(Saved data entries)
=== Section Start ===
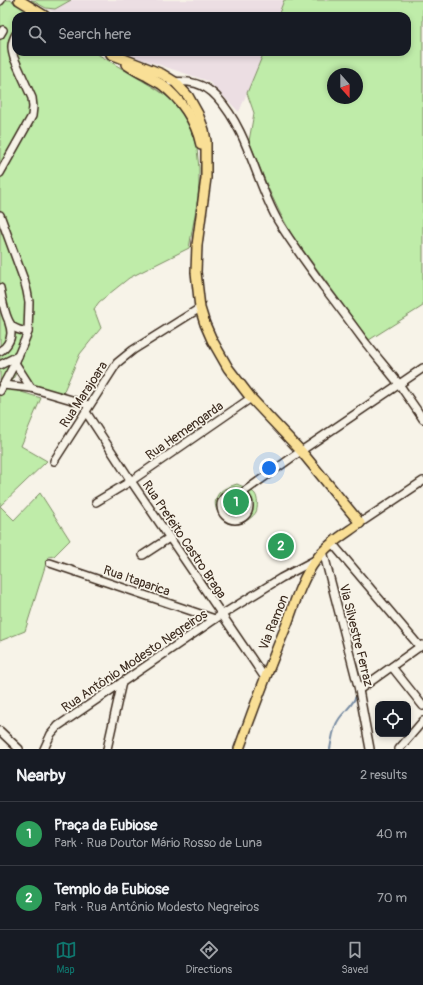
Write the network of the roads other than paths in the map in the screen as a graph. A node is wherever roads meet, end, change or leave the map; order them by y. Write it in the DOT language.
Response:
graph roads {
  1 [pos="19,0"];
  2 [pos="29,12"];
  3 [pos="12,41"];
  4 [pos="12,51"];
  5 [pos="13,56"];
  6 [pos="113,56"];
  7 [pos="116,56"];
  8 [pos="175,82"];
  9 [pos="161,84"];
  10 [pos="206,164"];
  11 [pos="0,173"];
  12 [pos="0,215"];
  13 [pos="0,288"];
  14 [pos="200,308"];
  15 [pos="8,320"];
  16 [pos="28,332"];
  17 [pos="0,351"];
  18 [pos="18,356"];
  19 [pos="15,363"];
  20 [pos="0,365"];
  21 [pos="423,368"];
  22 [pos="399,384"];
  23 [pos="2,388"];
  24 [pos="31,388"];
  25 [pos="251,398"];
  26 [pos="88,409"];
  27 [pos="423,419"];
  28 [pos="301,452"];
  29 [pos="54,461"];
  30 [pos="131,481"];
  31 [pos="423,481"];
  32 [pos="242,493"];
  33 [pos="96,502"];
  34 [pos="360,523"];
  35 [pos="169,538"];
  36 [pos="332,543"];
  37 [pos="323,551"];
  38 [pos="143,555"];
  39 [pos="316,559"];
  40 [pos="50,564"];
  41 [pos="223,615"];
  42 [pos="215,619"];
  43 [pos="422,645"];
  44 [pos="392,667"];
  45 [pos="265,678"];
  46 [pos="122,682"];
  47 [pos="359,690"];
  48 [pos="423,706"];
  49 [pos="423,721"];
  50 [pos="0,731"];
  51 [pos="371,748"];
  52 [pos="19,749"];
  53 [pos="44,749"];
  54 [pos="106,749"];
  55 [pos="239,749"];
  56 [pos="399,749"];
  1 -- 2 [label="main road"];
  3 -- 4 [label="street"];
  5 -- 11 [label="street"];
  6 -- 9 [label="main road"];
  7 -- 8 [label="main road"];
  8 -- 9 [label="street"];
  8 -- 10 [label="main road"];
  8 -- 22 [label="street"];
  9 -- 10 [label="main road"];
  10 -- 14 [label="main road"];
  12 -- 16 [label="street"];
  13 -- 15 [label="street"];
  14 -- 25 [label="main road"];
  14 -- 26 [label="street, Rua Marajoara"];
  15 -- 16 [label="street"];
  15 -- 17 [label="street"];
  16 -- 18 [label="street"];
  18 -- 19 [label="street"];
  18 -- 20 [label="street"];
  19 -- 23 [label="street"];
  19 -- 24 [label="street"];
  21 -- 22 [label="street"];
  22 -- 27 [label="street"];
  22 -- 28 [label="street"];
  23 -- 24 [label="street"];
  24 -- 26 [label="street"];
  25 -- 28 [label="main road"];
  25 -- 30 [label="street, Rua Hemengarda"];
  26 -- 29 [label="street, Rua Marajoara"];
  26 -- 30 [label="street, Rua Prefeito Castro Braga"];
  28 -- 32 [label="street"];
  28 -- 34 [label="main road"];
  30 -- 33 [label="street, Rua Hemengarda"];
  30 -- 35 [label="street, Rua Prefeito Castro Braga"];
  31 -- 34 [label="street"];
  32 -- 32 [label="street"];
  34 -- 36 [label="main road, Via Ramon"];
  35 -- 38 [label="street"];
  35 -- 41 [label="street, Rua Prefeito Castro Braga"];
  36 -- 37 [label="main road, Via Ramon"];
  36 -- 43 [label="street"];
  37 -- 39 [label="main road, Via Ramon"];
  37 -- 47 [label="street, Via Silvestre Ferraz"];
  39 -- 41 [label="street, Rua Antônio Modesto Negreiros"];
  39 -- 45 [label="main road, Via Ramon"];
  40 -- 42 [label="street, Rua Itaparica"];
  41 -- 42 [label="street, Rua Antônio Modesto Negreiros"];
  41 -- 45 [label="street, Rua Prefeito Castro Braga"];
  42 -- 46 [label="street, Rua Antônio Modesto Negreiros"];
  43 -- 44 [label="street"];
  44 -- 47 [label="street"];
  44 -- 48 [label="street"];
  45 -- 55 [label="main road, Via Ramon"];
  46 -- 53 [label="street, Rua Antônio Modesto Negreiros"];
  46 -- 54 [label="street"];
  47 -- 51 [label="street, Via Silvestre Ferraz"];
  49 -- 56 [label="street"];
  50 -- 52 [label="street"];
}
=== Section End ===
**TASK GOAL:** Every entry above should be given again exactly, with no images included.

**REPLY:**
Write the network of the roads other than paths in the map in the screen as a graph. A node is wherever roads meet, end, change or leave the map; order them by y. Write it in the DOT language.
Response:
graph roads {
  1 [pos="19,0"];
  2 [pos="29,12"];
  3 [pos="12,41"];
  4 [pos="12,51"];
  5 [pos="13,56"];
  6 [pos="113,56"];
  7 [pos="116,56"];
  8 [pos="175,82"];
  9 [pos="161,84"];
  10 [pos="206,164"];
  11 [pos="0,173"];
  12 [pos="0,215"];
  13 [pos="0,288"];
  14 [pos="200,308"];
  15 [pos="8,320"];
  16 [pos="28,332"];
  17 [pos="0,351"];
  18 [pos="18,356"];
  19 [pos="15,363"];
  20 [pos="0,365"];
  21 [pos="423,368"];
  22 [pos="399,384"];
  23 [pos="2,388"];
  24 [pos="31,388"];
  25 [pos="251,398"];
  26 [pos="88,409"];
  27 [pos="423,419"];
  28 [pos="301,452"];
  29 [pos="54,461"];
  30 [pos="131,481"];
  31 [pos="423,481"];
  32 [pos="242,493"];
  33 [pos="96,502"];
  34 [pos="360,523"];
  35 [pos="169,538"];
  36 [pos="332,543"];
  37 [pos="323,551"];
  38 [pos="143,555"];
  39 [pos="316,559"];
  40 [pos="50,564"];
  41 [pos="223,615"];
  42 [pos="215,619"];
  43 [pos="422,645"];
  44 [pos="392,667"];
  45 [pos="265,678"];
  46 [pos="122,682"];
  47 [pos="359,690"];
  48 [pos="423,706"];
  49 [pos="423,721"];
  50 [pos="0,731"];
  51 [pos="371,748"];
  52 [pos="19,749"];
  53 [pos="44,749"];
  54 [pos="106,749"];
  55 [pos="239,749"];
  56 [pos="399,749"];
  1 -- 2 [label="main road"];
  3 -- 4 [label="street"];
  5 -- 11 [label="street"];
  6 -- 9 [label="main road"];
  7 -- 8 [label="main road"];
  8 -- 9 [label="street"];
  8 -- 10 [label="main road"];
  8 -- 22 [label="street"];
  9 -- 10 [label="main road"];
  10 -- 14 [label="main road"];
  12 -- 16 [label="street"];
  13 -- 15 [label="street"];
  14 -- 25 [label="main road"];
  14 -- 26 [label="street, Rua Marajoara"];
  15 -- 16 [label="street"];
  15 -- 17 [label="street"];
  16 -- 18 [label="street"];
  18 -- 19 [label="street"];
  18 -- 20 [label="street"];
  19 -- 23 [label="street"];
  19 -- 24 [label="street"];
  21 -- 22 [label="street"];
  22 -- 27 [label="street"];
  22 -- 28 [label="street"];
  23 -- 24 [label="street"];
  24 -- 26 [label="street"];
  25 -- 28 [label="main road"];
  25 -- 30 [label="street, Rua Hemengarda"];
  26 -- 29 [label="street, Rua Marajoara"];
  26 -- 30 [label="street, Rua Prefeito Castro Braga"];
  28 -- 32 [label="street"];
  28 -- 34 [label="main road"];
  30 -- 33 [label="street, Rua Hemengarda"];
  30 -- 35 [label="street, Rua Prefeito Castro Braga"];
  31 -- 34 [label="street"];
  32 -- 32 [label="street"];
  34 -- 36 [label="main road, Via Ramon"];
  35 -- 38 [label="street"];
  35 -- 41 [label="street, Rua Prefeito Castro Braga"];
  36 -- 37 [label="main road, Via Ramon"];
  36 -- 43 [label="street"];
  37 -- 39 [label="main road, Via Ramon"];
  37 -- 47 [label="street, Via Silvestre Ferraz"];
  39 -- 41 [label="street, Rua Antônio Modesto Negreiros"];
  39 -- 45 [label="main road, Via Ramon"];
  40 -- 42 [label="street, Rua Itaparica"];
  41 -- 42 [label="street, Rua Antônio Modesto Negreiros"];
  41 -- 45 [label="street, Rua Prefeito Castro Braga"];
  42 -- 46 [label="street, Rua Antônio Modesto Negreiros"];
  43 -- 44 [label="street"];
  44 -- 47 [label="street"];
  44 -- 48 [label="street"];
  45 -- 55 [label="main road, Via Ramon"];
  46 -- 53 [label="street, Rua Antônio Modesto Negreiros"];
  46 -- 54 [label="street"];
  47 -- 51 [label="street, Via Silvestre Ferraz"];
  49 -- 56 [label="street"];
  50 -- 52 [label="street"];
}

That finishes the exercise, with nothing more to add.